"Toil for oil spells danger for majors."

Mark Lewis: a major new report for Kepler Cheuvreux: “Until now, concern over new high-cost oil projects potentially becoming stranded in future has focused on the downside risk to oil prices, a concern that will only increase if oil prices – already down by nearly USD20/bbl since June on demand worries – fall further near term.”“However, there is another dimension to stranded-asset risk, largely ignored in this debate so far, namely the risk posed by a scenario of sustained higher oil prices over the longer term.

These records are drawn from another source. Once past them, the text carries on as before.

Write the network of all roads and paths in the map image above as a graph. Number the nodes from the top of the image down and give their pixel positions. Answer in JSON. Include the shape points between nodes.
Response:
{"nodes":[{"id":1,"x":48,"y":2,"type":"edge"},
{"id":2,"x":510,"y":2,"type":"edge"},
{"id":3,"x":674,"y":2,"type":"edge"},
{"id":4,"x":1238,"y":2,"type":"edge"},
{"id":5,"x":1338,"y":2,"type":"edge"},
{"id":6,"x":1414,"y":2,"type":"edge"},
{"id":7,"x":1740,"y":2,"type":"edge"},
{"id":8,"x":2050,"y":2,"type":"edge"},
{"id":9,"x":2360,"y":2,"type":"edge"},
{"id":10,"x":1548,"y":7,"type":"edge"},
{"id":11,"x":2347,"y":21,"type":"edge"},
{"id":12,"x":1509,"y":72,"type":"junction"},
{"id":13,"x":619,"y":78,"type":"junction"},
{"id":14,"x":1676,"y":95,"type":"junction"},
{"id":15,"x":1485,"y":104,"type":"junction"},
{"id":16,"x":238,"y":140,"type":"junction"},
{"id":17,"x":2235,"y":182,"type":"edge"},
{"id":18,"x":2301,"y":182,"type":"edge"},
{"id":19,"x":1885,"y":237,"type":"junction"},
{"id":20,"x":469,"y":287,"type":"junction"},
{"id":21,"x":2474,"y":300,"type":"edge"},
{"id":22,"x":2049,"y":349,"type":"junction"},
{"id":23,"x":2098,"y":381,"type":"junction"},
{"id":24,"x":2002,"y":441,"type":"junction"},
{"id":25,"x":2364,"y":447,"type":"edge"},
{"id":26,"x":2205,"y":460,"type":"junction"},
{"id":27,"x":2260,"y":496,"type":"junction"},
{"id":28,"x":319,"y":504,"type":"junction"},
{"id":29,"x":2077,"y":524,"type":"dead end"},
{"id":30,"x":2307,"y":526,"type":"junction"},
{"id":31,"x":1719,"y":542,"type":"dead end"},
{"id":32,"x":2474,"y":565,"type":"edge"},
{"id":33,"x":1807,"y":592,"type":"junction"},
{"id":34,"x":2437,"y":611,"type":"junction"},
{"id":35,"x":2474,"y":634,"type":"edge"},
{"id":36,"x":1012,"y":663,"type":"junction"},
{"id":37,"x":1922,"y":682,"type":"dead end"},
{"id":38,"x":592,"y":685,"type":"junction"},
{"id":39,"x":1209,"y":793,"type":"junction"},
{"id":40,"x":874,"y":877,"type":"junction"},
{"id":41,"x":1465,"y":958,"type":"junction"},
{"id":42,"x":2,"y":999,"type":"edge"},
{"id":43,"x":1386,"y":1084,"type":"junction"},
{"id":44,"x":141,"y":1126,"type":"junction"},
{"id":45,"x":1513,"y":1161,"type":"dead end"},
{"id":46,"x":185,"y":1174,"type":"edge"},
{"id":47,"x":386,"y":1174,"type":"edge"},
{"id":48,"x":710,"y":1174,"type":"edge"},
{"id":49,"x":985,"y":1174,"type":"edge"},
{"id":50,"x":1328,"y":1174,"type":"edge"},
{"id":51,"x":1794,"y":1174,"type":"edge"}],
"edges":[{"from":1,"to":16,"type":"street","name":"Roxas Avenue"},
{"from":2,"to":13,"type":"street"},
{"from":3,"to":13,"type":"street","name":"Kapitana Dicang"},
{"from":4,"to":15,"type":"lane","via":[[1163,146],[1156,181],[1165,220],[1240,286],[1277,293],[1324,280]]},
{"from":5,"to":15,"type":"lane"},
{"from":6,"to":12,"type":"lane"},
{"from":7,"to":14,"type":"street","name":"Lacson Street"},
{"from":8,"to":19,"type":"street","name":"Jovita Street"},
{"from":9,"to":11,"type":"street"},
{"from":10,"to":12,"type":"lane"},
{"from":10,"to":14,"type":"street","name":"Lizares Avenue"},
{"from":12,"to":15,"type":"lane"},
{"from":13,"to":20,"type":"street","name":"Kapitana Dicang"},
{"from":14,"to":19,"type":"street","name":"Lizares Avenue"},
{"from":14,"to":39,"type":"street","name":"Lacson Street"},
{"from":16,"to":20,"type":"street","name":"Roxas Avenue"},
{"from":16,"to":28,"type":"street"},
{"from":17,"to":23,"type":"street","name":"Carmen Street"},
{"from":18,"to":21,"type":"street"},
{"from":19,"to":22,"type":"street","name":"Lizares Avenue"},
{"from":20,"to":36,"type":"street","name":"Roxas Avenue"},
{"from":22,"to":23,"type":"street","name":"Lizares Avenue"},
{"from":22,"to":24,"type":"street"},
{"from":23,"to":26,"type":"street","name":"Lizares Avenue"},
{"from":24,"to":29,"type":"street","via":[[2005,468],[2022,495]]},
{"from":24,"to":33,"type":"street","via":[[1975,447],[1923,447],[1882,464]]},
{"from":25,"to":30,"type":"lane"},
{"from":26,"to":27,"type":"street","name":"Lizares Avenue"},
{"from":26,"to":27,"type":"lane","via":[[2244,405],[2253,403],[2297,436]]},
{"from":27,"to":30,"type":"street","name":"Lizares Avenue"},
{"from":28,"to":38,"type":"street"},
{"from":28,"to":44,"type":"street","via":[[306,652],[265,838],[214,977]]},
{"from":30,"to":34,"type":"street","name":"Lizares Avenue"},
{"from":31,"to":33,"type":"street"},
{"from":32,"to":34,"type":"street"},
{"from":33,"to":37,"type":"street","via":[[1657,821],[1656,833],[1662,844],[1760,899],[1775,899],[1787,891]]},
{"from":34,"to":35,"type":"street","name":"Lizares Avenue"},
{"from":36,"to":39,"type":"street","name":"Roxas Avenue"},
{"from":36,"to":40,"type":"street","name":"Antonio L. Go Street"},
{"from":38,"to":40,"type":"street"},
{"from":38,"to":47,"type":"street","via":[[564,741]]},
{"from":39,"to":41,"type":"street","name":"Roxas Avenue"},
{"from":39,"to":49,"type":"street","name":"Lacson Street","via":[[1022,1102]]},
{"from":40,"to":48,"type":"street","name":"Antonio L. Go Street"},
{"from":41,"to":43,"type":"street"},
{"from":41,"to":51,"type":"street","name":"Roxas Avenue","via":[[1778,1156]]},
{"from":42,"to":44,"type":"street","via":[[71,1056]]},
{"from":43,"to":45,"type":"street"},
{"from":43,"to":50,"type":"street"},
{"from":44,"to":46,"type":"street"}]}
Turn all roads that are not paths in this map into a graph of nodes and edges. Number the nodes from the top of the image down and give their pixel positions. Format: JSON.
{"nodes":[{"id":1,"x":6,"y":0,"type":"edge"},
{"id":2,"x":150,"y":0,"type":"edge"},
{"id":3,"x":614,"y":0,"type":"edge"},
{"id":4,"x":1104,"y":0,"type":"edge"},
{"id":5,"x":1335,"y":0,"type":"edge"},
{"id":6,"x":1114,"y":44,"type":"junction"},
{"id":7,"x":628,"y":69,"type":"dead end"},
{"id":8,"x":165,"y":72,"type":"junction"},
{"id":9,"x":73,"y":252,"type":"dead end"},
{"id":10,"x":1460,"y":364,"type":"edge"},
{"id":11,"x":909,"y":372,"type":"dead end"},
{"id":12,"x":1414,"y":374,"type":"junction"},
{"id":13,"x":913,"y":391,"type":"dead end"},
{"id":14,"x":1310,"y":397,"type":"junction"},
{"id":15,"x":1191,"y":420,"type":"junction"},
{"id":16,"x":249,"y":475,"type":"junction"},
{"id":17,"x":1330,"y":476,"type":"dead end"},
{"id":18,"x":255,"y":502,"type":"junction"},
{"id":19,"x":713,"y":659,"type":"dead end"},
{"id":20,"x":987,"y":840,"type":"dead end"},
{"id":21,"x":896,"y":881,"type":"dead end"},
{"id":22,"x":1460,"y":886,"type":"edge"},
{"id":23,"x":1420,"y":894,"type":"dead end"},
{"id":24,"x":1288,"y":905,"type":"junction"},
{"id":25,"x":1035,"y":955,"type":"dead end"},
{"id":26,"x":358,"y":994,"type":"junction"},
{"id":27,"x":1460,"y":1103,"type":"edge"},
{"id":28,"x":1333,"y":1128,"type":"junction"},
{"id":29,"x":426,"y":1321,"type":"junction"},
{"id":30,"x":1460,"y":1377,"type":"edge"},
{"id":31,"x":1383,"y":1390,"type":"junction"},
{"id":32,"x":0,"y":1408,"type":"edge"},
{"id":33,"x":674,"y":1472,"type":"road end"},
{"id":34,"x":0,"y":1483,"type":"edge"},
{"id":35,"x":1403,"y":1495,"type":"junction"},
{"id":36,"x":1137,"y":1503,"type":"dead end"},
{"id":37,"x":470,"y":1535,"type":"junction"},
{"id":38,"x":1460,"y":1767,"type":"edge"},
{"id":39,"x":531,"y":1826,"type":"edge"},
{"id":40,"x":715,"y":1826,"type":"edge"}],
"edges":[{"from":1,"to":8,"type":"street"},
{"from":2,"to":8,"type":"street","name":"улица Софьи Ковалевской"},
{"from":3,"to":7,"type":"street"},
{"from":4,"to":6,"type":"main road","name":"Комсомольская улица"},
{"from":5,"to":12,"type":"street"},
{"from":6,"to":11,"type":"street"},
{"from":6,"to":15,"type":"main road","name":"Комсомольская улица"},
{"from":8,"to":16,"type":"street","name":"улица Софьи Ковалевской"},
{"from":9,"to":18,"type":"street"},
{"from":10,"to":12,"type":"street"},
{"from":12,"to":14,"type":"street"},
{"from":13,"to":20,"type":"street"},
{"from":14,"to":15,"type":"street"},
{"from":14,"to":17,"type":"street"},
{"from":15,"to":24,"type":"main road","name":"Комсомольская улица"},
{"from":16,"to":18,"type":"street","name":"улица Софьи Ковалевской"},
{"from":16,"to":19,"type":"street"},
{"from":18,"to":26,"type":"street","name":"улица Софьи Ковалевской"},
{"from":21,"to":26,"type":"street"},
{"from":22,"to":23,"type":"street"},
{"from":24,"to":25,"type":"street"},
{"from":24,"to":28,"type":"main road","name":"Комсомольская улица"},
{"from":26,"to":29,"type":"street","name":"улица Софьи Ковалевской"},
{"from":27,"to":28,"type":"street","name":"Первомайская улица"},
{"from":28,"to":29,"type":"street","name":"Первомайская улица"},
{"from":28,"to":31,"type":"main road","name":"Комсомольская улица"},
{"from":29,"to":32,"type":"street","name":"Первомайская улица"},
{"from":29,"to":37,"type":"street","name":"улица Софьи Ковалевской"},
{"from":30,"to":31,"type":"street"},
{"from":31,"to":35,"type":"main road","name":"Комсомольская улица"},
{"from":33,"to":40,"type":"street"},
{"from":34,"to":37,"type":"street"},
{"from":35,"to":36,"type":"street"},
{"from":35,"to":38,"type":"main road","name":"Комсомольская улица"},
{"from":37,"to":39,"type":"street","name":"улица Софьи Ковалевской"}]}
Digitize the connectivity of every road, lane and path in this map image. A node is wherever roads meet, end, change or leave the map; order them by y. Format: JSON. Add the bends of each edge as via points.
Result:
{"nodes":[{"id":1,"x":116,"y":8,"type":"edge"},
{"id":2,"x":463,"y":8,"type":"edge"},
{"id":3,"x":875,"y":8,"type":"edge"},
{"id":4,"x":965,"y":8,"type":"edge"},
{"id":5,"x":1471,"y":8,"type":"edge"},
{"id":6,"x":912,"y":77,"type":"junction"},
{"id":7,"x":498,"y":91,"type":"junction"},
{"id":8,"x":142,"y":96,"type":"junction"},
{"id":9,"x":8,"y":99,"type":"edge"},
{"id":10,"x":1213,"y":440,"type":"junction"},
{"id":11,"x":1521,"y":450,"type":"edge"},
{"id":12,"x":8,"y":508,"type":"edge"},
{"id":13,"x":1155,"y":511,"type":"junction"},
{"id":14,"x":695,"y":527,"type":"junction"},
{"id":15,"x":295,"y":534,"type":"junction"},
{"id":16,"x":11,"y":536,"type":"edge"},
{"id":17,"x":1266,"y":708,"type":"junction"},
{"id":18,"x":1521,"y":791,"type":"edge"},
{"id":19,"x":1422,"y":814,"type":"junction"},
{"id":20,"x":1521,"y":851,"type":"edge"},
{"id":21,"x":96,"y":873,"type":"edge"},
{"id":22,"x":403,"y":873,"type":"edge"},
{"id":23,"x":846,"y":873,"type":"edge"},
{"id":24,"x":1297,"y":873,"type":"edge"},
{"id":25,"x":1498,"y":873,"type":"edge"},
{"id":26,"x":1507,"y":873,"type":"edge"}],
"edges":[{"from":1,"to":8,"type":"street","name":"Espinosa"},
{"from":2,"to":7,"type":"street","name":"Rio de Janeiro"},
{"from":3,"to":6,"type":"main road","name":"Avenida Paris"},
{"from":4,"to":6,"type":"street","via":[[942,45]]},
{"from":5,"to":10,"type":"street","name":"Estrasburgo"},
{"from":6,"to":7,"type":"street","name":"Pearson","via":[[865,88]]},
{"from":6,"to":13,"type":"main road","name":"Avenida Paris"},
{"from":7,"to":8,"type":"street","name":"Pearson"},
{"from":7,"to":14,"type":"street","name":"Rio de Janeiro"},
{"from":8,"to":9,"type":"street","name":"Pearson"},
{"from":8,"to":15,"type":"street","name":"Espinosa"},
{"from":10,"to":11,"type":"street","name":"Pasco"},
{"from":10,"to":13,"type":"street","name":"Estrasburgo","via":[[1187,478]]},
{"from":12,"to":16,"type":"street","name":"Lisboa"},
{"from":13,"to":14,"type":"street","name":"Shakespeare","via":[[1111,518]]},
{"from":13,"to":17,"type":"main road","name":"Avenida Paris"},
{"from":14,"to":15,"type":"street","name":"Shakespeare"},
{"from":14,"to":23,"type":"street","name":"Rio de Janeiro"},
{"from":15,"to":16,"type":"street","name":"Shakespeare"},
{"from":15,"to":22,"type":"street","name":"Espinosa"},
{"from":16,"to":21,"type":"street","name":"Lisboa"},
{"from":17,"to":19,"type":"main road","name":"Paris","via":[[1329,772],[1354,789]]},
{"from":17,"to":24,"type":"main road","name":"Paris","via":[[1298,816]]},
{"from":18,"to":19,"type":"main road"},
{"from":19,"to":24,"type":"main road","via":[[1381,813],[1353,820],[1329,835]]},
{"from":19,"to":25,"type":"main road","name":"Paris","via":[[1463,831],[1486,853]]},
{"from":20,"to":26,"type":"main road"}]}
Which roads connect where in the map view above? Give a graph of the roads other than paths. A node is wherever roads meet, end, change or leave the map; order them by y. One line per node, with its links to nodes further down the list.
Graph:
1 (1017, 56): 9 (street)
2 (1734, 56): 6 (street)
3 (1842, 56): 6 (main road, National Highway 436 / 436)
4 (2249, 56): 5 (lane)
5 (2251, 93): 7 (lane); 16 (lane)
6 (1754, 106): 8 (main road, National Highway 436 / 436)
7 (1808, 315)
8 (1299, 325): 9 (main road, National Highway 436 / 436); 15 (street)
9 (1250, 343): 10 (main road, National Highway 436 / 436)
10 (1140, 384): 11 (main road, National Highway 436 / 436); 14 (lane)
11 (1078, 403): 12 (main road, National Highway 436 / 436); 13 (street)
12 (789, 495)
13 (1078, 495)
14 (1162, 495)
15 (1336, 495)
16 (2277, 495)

And when looking at the risk of stranded assets it is the long term – i.e. beyond 2025 – that counts.
Despite oil prices averaging close to USD110/bbl since mid-2011, the majors have seen their capital productivity decline sharply in recent years, prompting them to announce cuts to future capex in Q1 of this year. This is a clear sign they need higher prices for their higher-cost new projects. For this and many other reasons, we think that whatever happens in the near term, sustained higher prices will ultimately be necessary to bring on the supply projected in the IEA’s base-case scenario out to 2035. But with our Energy Return on Capital Invested (EROCI) analysis suggesting that renewables are already surprisingly competitive with marginal new oil projects, and with renewables set to see further cost reductions over the next two decades, higher long-term oil prices will be no guarantee against asset-stranding beyond 2025 for marginal new projects.
The IEA sees global oil demand 14mbd higher in 2035, with c.4mbd of this for light vehicles in Asia. If the improving economics of renewables versus oil spurs a faster take-up of EVs in China than the IEA is assuming, this could threaten the viability of the marginal barrels beyond 2025. Higher long-term oil prices could thus create asset-stranding risk for new projects undertaken today at the higher end of the cost curve, a risk the majors should take seriously. Indeed, we think the oil majors now need to re-think their business model and become energy majors.”